[Saved entries]
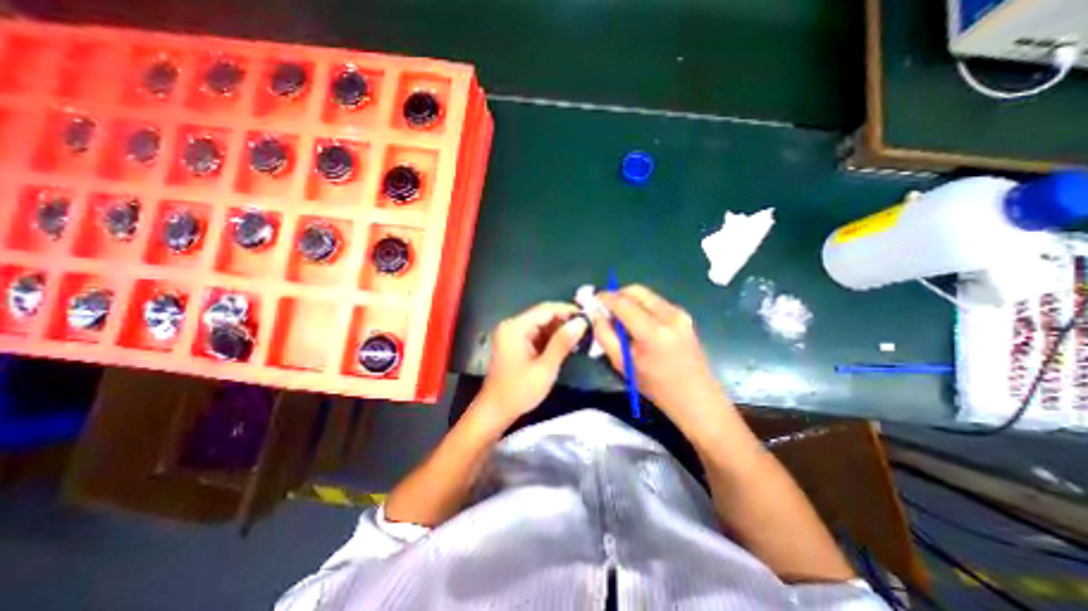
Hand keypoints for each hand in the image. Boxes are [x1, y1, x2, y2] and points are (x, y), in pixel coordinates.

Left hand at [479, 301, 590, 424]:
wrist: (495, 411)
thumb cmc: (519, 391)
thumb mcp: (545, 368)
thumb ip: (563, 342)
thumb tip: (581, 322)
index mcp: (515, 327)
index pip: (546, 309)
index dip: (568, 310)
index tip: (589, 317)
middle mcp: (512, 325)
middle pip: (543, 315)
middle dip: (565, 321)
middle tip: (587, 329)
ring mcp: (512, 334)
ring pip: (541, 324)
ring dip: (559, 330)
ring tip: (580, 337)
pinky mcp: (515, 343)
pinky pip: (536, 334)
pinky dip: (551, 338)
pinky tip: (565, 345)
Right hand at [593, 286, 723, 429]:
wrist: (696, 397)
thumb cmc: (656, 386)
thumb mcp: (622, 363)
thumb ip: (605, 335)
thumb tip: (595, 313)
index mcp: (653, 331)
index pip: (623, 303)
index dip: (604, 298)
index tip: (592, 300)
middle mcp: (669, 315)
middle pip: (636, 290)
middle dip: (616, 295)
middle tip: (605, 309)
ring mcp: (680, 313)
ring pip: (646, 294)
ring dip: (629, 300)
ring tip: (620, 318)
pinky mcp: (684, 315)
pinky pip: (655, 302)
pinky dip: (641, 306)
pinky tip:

> **Work item**:
Copy each line of the records that contains the word "ring".

> **Reply to the exercise**:
ring mcp: (512, 334)
ring pip: (541, 324)
ring dip: (559, 330)
ring tip: (580, 337)
ring mcp: (680, 313)
ring pip: (646, 294)
ring dip: (629, 300)
ring tip: (620, 318)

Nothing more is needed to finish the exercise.